Stolen New Orleans squad car rams into home

Saturday October 04, 2003

By Susan Finch
Staff writer

Desiree Williams is just grateful she wasn't in the kitchen preparing a midnight snack, or that her 17-year-old, Jamal, wasn't sprawled on the living room floor watching TV when the police squad car crashed through the wall of their townhouse in eastern New Orleans early Friday.

"They'd have got both of us," Williams said later Friday as she ticked off a list of what she said was destroyed in the two rooms: kitchen table and chairs, living room furniture, a coffee table, a computer and a 27-inch console television, as well as one-of-a-kind family mementos.

Fortunately, Jamal was at his father's place near the lakefront and Williams was upstairs in her bedroom -- watching the movie, "Love and Bullets" -- when the cruiser crashed into the ground floor of her home at 4413 Flite St., just off Downman Road.

According to police, the incident began when 7th District officers Gary Degruy and Joseph Lane spotted two men who appeared to be breaking into a 1992 Nissan Pathfinder parked around the corner on Selma Street. When the officers jumped out of their squad car and ran after one of the men, the other one jumped into the police vehicle and, finding the keys still in the ignition, crashed into the townhouse while attempting a getaway, police say.

The man who police say jumped into the police car and crashed into the townhouse was identified in a lineup by one of the police officers Friday night. As a result, Williams' neighbor, Darryl Jones, 22, 4409 Flite St., who was arrested Friday morning after police say he was spotted trying to break into the Pathfinder, has been booked on additional charges of taking the police cruiser and running it into the townhouse.

Williams questions the police account. When she went downstairs to find out what had happened, no suspect was in sight, she said, but the two officers were beside the squad car, one of them standing, the other on the ground and both holding their necks.

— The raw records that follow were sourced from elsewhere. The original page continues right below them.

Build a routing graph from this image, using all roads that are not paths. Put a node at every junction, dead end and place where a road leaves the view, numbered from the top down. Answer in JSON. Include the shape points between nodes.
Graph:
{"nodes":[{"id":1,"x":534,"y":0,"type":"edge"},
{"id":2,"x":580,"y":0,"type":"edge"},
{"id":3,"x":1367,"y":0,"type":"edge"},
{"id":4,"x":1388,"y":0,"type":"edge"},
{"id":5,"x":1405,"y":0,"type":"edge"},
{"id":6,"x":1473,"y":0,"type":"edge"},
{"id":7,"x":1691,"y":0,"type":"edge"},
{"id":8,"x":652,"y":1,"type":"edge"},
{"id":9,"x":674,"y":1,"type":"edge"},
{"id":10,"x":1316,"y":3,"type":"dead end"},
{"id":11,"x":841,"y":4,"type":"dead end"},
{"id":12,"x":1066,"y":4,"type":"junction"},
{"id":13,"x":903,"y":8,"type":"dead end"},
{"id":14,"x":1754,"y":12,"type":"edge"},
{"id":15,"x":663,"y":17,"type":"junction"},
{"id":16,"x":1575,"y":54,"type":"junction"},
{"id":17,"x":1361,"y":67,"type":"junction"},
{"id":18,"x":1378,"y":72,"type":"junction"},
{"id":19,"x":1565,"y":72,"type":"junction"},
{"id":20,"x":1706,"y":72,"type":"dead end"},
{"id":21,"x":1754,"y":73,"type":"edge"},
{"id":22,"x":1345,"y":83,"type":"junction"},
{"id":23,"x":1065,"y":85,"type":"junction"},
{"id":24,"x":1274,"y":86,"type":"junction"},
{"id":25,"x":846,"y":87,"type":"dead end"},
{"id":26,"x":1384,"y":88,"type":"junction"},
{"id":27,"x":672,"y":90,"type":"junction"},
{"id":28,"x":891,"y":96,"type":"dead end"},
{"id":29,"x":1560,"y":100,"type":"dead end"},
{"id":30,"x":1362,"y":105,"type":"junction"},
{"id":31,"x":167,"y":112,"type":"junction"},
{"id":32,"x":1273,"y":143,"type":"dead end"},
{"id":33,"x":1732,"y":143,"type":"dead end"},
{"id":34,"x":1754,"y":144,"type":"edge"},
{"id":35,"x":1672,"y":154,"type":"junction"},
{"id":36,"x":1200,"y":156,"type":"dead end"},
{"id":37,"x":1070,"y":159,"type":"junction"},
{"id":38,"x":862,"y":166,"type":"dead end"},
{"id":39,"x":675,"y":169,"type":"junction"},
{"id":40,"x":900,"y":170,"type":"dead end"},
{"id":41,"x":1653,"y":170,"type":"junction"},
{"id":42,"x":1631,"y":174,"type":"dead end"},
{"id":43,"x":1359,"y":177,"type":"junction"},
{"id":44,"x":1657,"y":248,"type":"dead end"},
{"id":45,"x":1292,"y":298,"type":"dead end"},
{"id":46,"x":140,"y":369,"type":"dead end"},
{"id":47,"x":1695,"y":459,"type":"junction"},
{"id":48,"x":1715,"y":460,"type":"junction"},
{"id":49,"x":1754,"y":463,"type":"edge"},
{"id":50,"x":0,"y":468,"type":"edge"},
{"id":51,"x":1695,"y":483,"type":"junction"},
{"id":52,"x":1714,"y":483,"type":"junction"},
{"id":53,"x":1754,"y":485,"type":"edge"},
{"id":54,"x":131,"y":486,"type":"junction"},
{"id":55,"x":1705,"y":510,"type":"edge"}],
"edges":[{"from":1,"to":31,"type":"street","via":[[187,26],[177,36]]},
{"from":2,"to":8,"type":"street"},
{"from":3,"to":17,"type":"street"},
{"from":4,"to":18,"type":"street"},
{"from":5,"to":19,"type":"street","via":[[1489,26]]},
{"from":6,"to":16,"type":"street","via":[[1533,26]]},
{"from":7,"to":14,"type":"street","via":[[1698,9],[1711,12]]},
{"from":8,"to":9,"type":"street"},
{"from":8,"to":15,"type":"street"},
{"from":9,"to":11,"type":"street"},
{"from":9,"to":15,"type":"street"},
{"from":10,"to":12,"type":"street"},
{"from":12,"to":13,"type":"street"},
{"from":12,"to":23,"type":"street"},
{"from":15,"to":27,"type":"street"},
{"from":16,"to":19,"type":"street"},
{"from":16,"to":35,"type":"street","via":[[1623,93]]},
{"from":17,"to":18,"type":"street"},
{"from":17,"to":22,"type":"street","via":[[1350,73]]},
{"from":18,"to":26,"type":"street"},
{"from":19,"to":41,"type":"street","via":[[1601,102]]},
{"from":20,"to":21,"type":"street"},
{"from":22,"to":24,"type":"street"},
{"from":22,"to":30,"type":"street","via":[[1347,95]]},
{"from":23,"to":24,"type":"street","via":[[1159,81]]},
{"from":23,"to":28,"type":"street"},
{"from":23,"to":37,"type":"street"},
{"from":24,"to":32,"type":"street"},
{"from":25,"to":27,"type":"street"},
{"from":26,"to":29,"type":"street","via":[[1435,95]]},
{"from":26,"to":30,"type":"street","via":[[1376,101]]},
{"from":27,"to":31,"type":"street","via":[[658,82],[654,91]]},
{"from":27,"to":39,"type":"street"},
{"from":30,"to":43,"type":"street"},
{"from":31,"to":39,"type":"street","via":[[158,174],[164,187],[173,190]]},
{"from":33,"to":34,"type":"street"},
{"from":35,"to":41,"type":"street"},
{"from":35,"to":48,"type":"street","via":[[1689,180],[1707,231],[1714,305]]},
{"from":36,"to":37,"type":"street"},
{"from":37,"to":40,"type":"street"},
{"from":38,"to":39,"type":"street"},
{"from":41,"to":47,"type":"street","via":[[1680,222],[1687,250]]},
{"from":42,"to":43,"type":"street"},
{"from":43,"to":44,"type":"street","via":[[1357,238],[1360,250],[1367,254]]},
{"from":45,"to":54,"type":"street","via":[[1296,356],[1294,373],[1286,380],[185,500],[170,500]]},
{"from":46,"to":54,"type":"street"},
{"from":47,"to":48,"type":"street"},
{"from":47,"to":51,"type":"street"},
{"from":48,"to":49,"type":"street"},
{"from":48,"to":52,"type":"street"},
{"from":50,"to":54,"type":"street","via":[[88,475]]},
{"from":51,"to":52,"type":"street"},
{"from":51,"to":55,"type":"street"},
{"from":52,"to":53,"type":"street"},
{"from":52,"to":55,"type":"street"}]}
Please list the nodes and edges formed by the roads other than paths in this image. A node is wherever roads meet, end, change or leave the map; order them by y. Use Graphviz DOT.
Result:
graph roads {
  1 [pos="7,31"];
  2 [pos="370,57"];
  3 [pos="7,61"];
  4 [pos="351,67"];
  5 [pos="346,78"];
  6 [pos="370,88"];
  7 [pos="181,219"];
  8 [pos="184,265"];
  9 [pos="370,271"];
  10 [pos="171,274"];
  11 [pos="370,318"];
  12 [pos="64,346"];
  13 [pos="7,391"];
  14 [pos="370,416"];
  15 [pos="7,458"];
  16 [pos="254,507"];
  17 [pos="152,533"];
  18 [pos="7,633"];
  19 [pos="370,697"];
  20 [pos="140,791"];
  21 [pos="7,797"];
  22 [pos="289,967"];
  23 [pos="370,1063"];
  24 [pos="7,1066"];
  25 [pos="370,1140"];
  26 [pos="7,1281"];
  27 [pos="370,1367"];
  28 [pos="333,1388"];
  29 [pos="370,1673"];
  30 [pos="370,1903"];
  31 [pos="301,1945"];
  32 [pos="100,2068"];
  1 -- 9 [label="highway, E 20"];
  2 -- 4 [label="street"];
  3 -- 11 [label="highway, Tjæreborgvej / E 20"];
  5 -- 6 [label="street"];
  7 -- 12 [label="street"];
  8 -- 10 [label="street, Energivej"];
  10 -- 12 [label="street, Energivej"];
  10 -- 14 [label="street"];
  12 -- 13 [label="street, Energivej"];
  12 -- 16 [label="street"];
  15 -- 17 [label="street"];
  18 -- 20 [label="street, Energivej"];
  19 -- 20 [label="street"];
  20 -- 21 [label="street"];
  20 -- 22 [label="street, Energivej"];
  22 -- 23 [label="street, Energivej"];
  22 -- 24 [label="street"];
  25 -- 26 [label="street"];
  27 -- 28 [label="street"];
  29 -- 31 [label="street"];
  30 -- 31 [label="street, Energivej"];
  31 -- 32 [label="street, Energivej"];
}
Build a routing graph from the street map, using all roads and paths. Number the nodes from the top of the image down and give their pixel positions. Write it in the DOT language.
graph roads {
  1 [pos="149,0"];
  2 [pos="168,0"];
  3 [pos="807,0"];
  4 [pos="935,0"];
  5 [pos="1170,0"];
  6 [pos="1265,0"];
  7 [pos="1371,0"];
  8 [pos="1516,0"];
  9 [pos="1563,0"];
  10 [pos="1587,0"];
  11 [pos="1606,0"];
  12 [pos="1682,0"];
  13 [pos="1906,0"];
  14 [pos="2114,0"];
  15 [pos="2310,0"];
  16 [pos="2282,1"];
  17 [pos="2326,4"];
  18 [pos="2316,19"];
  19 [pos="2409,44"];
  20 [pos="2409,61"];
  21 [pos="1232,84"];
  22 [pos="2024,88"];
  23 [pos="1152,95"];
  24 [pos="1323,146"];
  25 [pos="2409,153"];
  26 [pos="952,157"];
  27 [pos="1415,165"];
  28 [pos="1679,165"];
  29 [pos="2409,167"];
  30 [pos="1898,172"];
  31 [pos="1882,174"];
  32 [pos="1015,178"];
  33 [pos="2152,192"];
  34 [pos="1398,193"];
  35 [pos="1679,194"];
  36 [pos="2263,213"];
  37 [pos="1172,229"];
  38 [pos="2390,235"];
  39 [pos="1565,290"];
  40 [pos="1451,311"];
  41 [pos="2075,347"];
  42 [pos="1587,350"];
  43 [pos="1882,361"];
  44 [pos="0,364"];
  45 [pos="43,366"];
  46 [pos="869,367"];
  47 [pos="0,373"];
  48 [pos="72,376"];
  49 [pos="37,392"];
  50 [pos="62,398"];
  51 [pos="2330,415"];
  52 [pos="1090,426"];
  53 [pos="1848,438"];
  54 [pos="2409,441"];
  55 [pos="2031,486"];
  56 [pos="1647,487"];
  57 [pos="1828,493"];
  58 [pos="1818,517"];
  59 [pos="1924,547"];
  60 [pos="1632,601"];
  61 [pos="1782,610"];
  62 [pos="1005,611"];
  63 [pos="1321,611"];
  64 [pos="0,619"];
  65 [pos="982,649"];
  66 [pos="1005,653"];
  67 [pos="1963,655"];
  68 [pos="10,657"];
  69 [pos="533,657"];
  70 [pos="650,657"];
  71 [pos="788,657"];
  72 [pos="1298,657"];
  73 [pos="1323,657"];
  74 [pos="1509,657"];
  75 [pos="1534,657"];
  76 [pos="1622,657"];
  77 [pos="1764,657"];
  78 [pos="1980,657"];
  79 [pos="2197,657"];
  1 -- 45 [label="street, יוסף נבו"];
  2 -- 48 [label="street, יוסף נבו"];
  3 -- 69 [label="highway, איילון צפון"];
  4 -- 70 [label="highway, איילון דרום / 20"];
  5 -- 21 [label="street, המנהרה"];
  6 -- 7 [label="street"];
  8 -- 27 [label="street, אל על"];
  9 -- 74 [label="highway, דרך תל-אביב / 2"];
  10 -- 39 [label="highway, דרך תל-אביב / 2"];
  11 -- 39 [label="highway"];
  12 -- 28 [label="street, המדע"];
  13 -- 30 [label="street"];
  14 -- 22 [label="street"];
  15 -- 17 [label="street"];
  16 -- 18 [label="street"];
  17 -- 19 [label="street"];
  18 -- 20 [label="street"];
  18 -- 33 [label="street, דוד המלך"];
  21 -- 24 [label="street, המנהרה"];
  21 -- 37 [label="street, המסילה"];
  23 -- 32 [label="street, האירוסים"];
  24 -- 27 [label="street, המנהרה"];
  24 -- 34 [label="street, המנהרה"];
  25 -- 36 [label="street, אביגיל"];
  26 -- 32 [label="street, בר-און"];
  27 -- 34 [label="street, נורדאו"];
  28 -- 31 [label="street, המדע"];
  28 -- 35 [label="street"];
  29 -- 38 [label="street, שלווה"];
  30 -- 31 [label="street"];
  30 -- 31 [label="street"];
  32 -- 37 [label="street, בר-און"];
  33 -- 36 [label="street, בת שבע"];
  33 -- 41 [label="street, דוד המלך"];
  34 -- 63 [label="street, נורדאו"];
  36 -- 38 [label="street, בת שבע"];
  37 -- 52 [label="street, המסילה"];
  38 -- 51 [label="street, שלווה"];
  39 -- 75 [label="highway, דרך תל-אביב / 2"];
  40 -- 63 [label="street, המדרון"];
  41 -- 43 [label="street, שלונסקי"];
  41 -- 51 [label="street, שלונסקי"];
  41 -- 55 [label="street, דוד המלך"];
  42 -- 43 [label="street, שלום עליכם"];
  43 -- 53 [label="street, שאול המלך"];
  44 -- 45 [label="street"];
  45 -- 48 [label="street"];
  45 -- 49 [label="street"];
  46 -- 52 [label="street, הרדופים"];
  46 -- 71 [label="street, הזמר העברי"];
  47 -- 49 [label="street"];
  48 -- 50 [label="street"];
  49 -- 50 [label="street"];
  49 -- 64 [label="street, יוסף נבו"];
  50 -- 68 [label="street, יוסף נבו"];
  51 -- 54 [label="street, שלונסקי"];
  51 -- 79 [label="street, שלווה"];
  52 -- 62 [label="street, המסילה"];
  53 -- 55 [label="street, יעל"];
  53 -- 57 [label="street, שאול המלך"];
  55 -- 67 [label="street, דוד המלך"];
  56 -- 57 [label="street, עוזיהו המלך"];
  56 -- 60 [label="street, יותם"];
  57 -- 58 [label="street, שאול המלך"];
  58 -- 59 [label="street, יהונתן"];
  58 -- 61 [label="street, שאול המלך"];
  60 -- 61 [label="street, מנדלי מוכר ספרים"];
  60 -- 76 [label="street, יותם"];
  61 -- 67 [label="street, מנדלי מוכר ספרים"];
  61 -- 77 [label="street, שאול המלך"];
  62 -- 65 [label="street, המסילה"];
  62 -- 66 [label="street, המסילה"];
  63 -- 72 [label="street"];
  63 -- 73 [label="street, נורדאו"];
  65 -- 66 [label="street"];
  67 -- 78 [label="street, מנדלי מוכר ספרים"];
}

She's convinced it was the officers who lost control of the vehicle.

"They lied," said Williams, adding that she thinks both officers should have been tested for drugs and alcohol.

When one of the officers came into her apartment shortly after the accident and said he wanted to search the place, Williams said her response was, "Search for what? You know nobody didn't come in this house." She said she didn't try to stop such a search, and the officer walked out.

Police spokesman Capt. Marlon Defillo said the on-scene investigation backs up the officers' story because their dark uniforms had no powder on them from the deployed airbags.

Friday morning, Williams' neighbor, Jones, was arrested on charges of burglarizing the Nissan Pathfinder, which had been taken to Van's Auto Repair at 4101 Downman Road.

Seventh District officers Borjius Guiente and Melvin Johnson responded to a call about the burglary and confronted Jones. Jones said the vehicle belonged to an aunt, who had asked him to retrieve some items from it, Defillo said.

When the real owner of the Pathfinder arrived at the repair shop, Jones was put in the back seat of Guiente's and Johnson's police car, where police said he became violent, kicking out the rear passenger side window and knocking both rear doors out of alignment.

Jones was to be booked for auto burglary, resisting arrest, two counts of battery on police officers and criminal damage to a police car in the Friday morning incident, police spokesman Sgt. Paul Accardo said. Charges tacked on Friday night after he was identified in the lineup include auto burglary, auto theft, possession of stolen property, felony hit-and-run, aggravated criminal damage to property and reckless driving.

Interviewed by phone from Central Lockup, Jones denied he was inside the Pathfinder Friday morning: "Ain't no way I'm going to be messing with that car, knowing the police were there last night," he said.

Jones said he was arrested Friday about 9 a.m. as he walked home from a nearby gas station, where he had gone to buy a cigar. As he passed the body shop, police pulled up and asked for his identification, which he didn't have on him, Jones said. When the repair shop owner mentioned that the Pathfinder had been broken into overnight, "The police said, 'You did it.' They shoved me in a car," Jones said.

Jones claims he did not intend to break the police car window. It happened, he said, as he was wrestling with an officer who was trying to shackle his feet, "and I was kicking."